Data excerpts
--

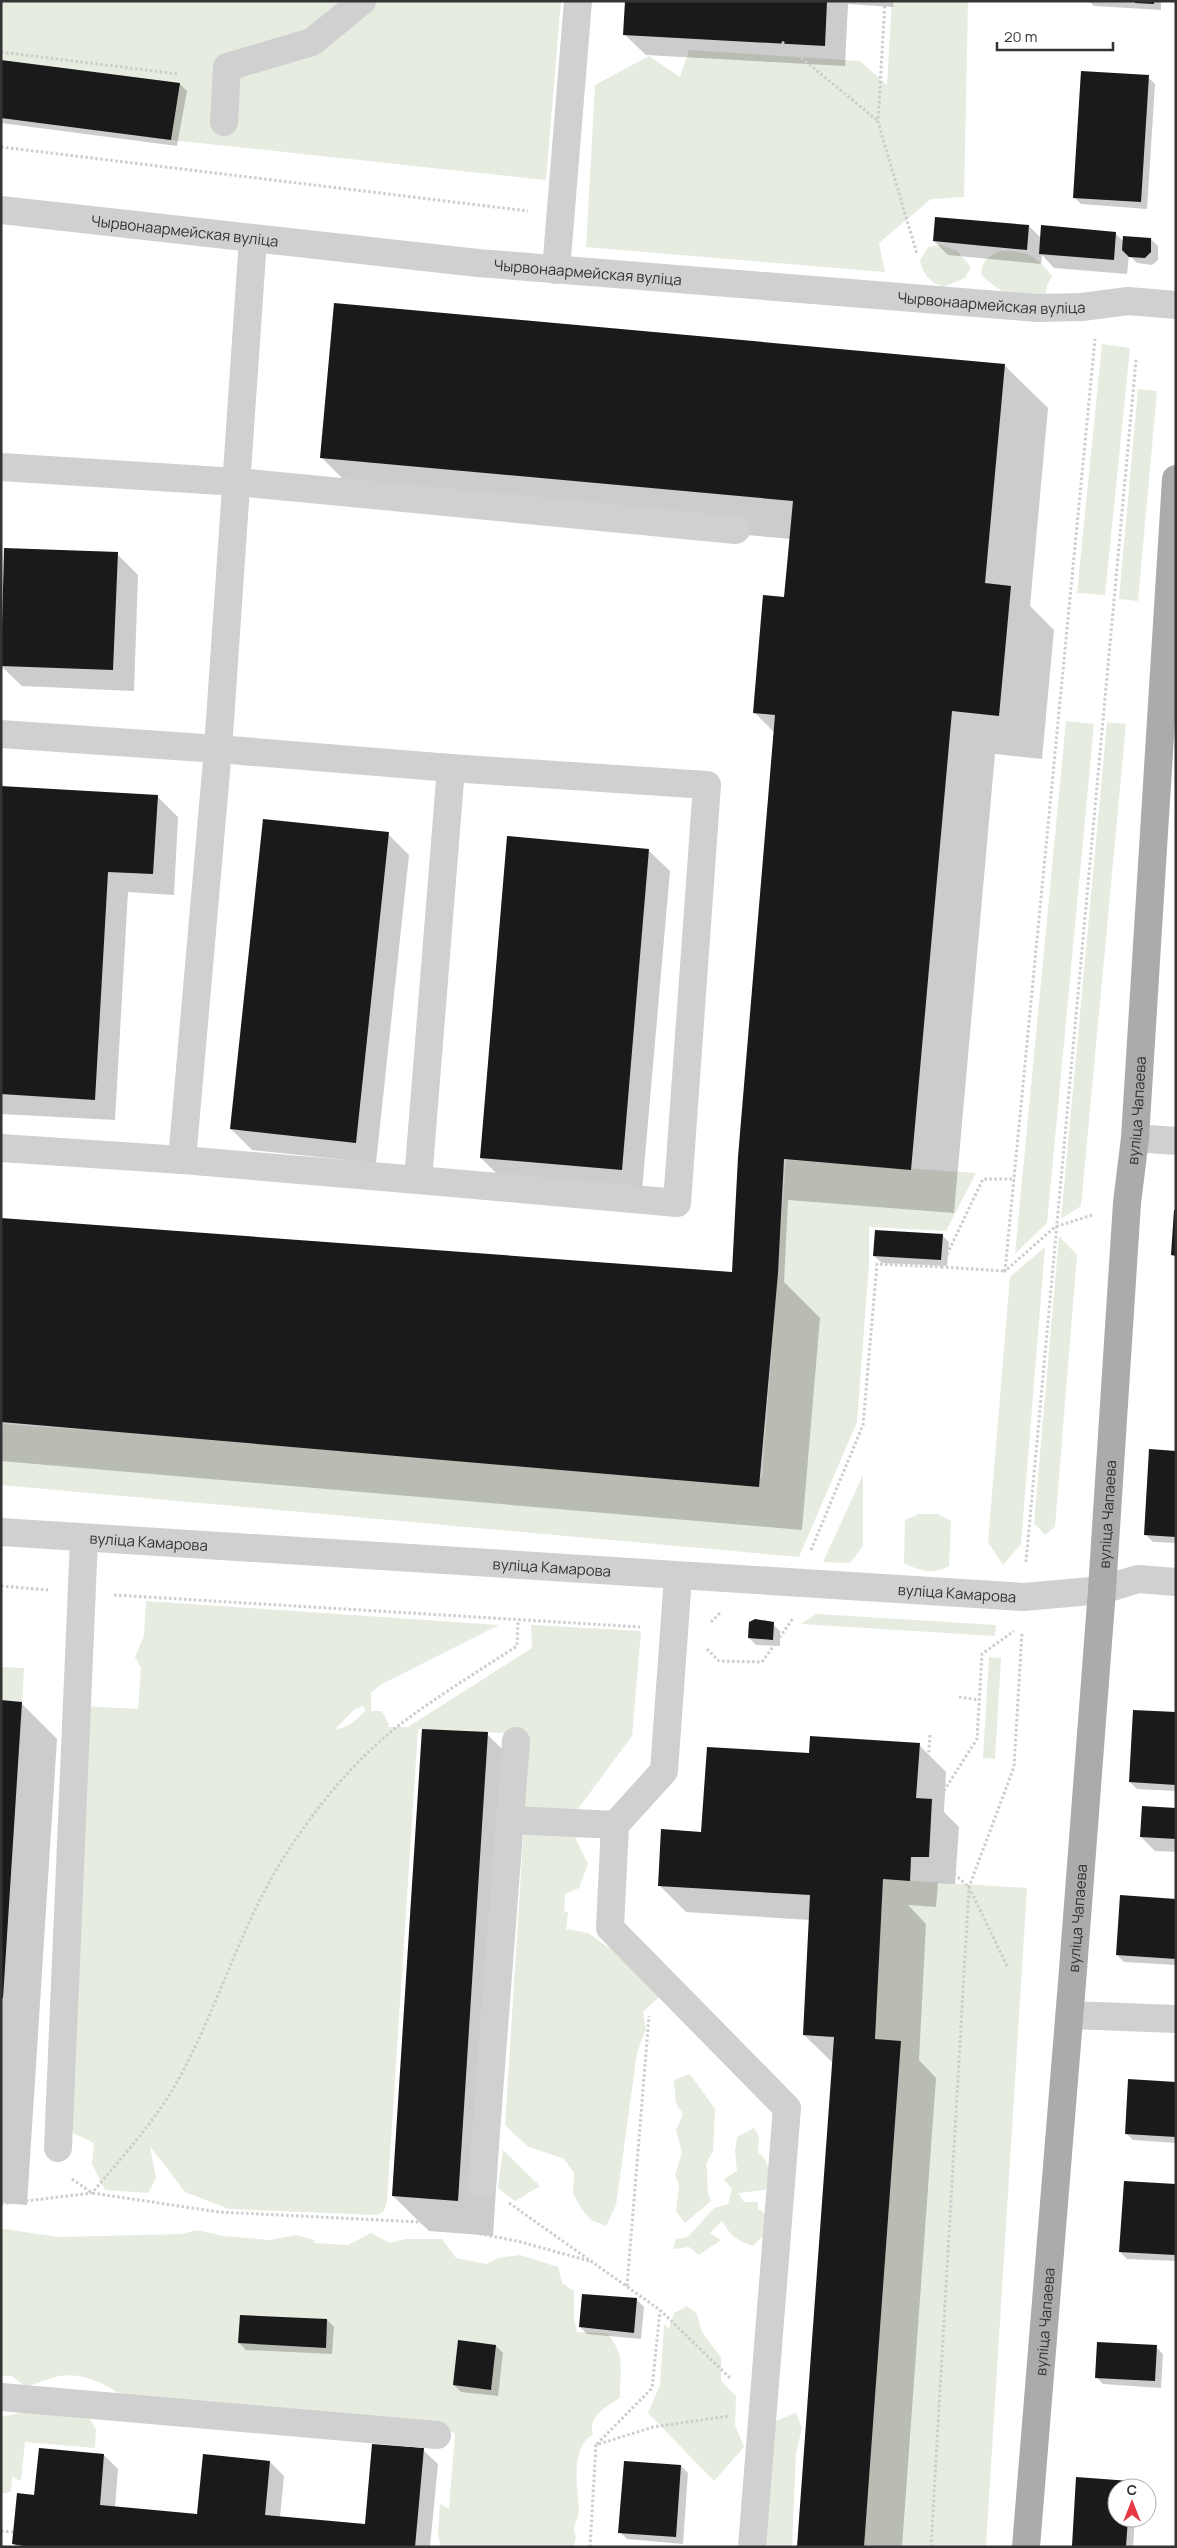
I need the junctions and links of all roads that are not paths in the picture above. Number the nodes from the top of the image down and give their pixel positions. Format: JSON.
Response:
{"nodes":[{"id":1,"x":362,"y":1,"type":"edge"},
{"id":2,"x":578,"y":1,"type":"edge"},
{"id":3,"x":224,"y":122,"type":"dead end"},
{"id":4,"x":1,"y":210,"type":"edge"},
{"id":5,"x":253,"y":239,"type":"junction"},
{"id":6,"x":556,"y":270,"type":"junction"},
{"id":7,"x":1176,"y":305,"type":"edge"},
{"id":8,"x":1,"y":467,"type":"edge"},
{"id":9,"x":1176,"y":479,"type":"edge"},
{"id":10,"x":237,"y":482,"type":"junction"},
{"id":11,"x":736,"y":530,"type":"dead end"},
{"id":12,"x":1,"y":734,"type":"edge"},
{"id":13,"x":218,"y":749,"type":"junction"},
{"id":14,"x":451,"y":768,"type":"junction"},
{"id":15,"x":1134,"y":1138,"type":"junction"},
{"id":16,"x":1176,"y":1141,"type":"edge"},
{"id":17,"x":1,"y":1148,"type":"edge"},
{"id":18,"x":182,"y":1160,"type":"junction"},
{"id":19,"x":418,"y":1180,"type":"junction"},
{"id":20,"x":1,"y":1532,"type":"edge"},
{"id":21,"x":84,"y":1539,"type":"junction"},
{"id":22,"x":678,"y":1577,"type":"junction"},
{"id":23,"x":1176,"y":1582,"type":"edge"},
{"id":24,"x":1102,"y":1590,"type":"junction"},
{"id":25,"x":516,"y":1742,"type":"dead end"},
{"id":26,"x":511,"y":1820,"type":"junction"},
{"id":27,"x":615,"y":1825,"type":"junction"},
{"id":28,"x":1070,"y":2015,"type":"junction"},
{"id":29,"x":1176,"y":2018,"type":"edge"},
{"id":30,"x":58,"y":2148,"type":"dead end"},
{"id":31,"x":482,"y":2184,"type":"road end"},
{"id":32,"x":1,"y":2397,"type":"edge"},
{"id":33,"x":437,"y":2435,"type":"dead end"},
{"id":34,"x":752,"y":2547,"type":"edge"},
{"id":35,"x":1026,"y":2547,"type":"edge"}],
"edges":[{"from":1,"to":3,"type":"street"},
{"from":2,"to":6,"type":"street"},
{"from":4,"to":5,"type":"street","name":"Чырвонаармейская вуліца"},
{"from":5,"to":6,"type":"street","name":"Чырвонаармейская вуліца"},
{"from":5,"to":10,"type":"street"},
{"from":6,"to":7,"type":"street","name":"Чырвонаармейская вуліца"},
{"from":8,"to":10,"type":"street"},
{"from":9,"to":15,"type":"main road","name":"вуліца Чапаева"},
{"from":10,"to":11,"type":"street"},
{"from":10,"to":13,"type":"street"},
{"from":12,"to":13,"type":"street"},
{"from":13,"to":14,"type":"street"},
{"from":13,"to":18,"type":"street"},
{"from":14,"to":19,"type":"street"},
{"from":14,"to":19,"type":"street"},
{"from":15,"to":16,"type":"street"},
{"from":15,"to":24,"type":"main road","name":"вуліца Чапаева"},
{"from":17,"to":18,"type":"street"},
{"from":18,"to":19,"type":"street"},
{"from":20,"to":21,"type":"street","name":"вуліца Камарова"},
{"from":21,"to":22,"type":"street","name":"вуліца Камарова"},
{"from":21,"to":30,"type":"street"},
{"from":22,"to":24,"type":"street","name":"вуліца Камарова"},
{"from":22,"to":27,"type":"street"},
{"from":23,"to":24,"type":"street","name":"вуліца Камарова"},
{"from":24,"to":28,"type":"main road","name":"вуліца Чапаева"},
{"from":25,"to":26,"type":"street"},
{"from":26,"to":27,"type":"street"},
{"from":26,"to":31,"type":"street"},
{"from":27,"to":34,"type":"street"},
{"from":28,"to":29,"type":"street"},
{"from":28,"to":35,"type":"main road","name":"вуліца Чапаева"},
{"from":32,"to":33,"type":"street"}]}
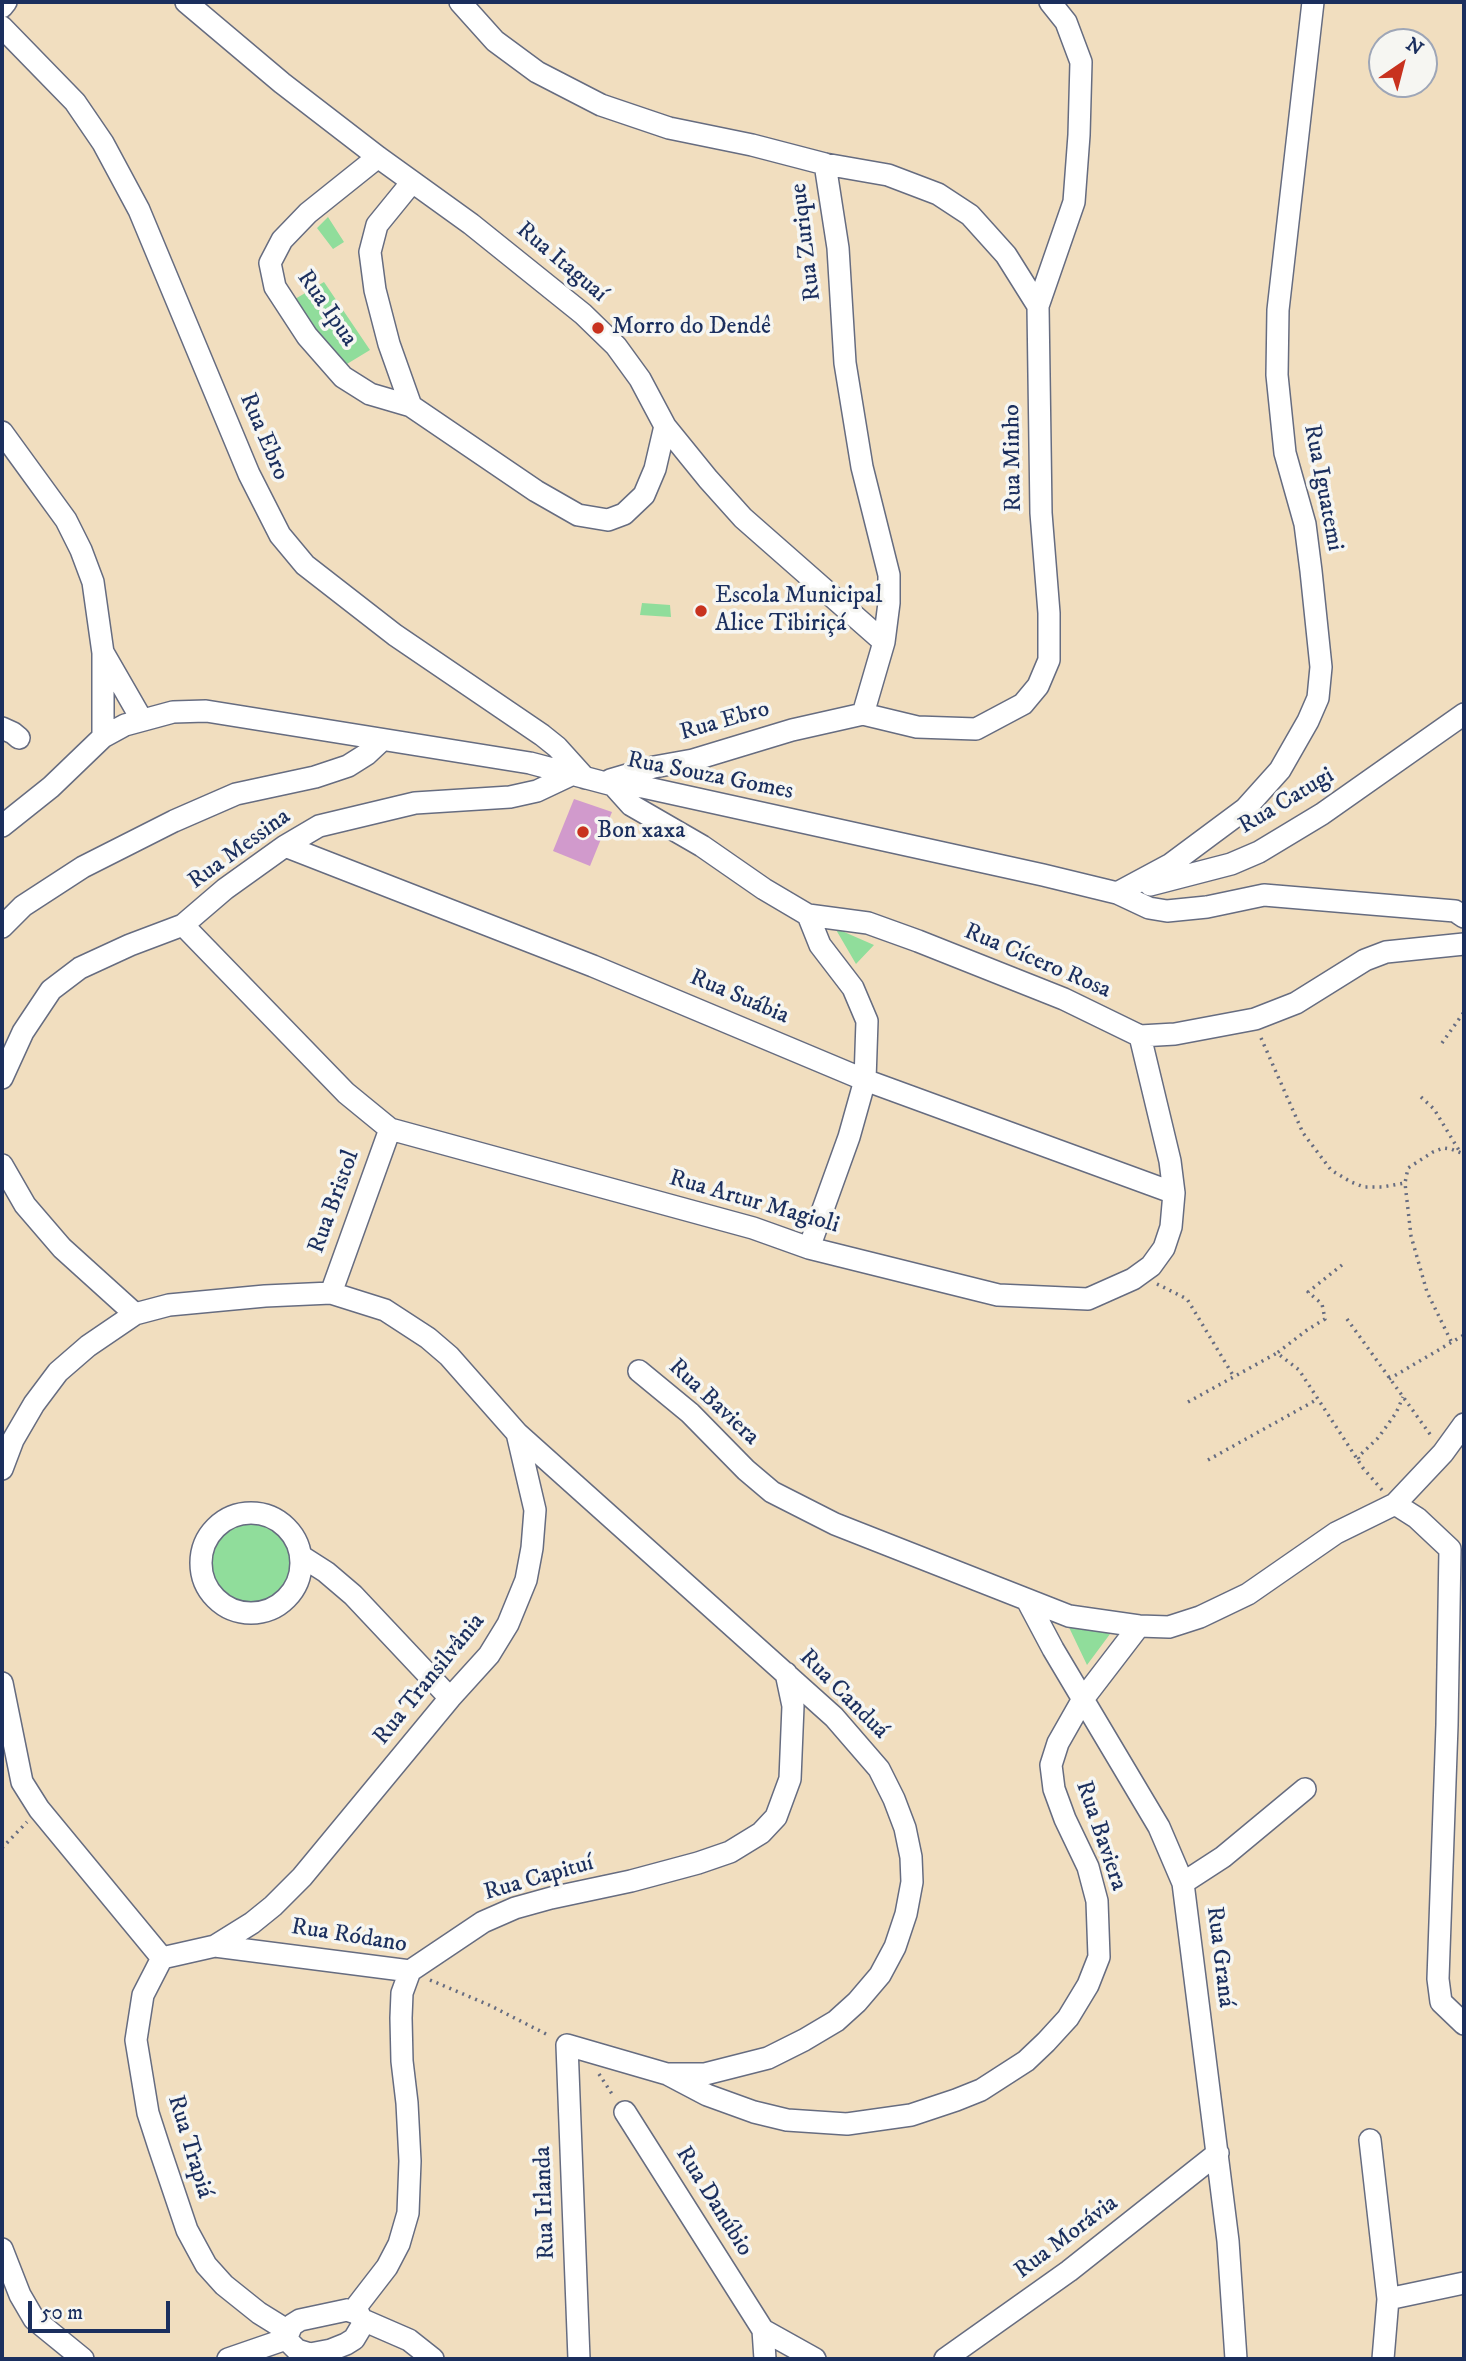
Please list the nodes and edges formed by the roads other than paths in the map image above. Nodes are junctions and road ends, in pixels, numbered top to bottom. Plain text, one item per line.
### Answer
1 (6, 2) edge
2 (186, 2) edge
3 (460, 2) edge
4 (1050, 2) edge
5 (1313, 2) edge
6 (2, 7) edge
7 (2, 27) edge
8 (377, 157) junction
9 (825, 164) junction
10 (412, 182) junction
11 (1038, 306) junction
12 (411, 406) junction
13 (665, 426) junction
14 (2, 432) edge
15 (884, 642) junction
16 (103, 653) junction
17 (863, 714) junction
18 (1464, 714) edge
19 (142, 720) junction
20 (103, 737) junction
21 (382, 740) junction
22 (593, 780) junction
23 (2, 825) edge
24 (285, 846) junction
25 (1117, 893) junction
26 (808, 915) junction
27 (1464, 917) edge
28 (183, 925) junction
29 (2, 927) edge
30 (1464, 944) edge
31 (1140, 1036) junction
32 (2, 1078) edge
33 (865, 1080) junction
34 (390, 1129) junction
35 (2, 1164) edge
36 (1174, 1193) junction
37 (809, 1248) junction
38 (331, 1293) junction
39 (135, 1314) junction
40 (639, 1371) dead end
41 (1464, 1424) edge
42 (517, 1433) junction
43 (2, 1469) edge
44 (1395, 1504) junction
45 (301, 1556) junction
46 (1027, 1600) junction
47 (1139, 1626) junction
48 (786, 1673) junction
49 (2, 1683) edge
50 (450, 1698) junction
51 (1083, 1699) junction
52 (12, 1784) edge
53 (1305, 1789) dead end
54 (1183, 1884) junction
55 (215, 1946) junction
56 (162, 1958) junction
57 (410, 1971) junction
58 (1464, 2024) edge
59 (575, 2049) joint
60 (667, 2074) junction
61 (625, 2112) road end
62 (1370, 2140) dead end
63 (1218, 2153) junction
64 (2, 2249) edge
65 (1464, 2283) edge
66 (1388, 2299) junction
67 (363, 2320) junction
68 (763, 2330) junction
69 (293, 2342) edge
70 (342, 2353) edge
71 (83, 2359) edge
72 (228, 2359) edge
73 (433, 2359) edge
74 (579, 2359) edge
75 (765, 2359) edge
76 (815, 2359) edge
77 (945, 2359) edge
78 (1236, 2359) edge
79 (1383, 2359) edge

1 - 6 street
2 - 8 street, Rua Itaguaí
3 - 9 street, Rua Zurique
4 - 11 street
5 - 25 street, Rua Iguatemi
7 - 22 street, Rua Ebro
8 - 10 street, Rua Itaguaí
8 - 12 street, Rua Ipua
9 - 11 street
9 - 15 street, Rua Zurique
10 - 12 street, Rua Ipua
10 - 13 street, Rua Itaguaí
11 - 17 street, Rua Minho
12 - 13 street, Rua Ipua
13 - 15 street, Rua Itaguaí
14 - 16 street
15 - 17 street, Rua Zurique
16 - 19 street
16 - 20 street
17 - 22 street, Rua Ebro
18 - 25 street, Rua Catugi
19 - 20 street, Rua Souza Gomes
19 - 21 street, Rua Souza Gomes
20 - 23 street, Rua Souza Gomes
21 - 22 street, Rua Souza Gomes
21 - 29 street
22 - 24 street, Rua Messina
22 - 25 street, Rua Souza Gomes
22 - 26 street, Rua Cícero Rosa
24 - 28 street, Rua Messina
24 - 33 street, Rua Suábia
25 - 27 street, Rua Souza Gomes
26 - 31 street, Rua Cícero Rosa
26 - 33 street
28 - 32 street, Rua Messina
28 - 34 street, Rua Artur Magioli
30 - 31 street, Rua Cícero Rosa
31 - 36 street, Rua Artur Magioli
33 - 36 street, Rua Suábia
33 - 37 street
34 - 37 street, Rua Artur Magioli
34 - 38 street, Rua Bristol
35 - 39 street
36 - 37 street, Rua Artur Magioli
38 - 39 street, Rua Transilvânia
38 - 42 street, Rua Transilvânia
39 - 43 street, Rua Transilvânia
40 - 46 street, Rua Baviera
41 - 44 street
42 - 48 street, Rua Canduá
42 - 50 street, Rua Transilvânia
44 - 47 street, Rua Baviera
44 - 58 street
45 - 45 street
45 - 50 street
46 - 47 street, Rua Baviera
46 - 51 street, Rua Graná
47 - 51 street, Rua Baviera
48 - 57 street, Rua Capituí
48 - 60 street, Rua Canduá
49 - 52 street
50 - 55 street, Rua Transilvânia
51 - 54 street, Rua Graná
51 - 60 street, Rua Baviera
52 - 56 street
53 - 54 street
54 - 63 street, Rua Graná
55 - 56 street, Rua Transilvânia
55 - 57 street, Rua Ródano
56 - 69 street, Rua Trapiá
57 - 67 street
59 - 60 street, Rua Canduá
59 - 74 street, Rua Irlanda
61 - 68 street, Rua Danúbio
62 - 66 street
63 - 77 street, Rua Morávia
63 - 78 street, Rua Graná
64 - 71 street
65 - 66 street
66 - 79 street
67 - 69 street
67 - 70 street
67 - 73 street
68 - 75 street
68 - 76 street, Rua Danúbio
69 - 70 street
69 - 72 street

--

• Aim of the exercise
Which lines in the data above hold the string "Transilvânia"? Show each one.

• Solution below
38 - 39 street, Rua Transilvânia
38 - 42 street, Rua Transilvânia
39 - 43 street, Rua Transilvânia
42 - 50 street, Rua Transilvânia
50 - 55 street, Rua Transilvânia
55 - 56 street, Rua Transilvânia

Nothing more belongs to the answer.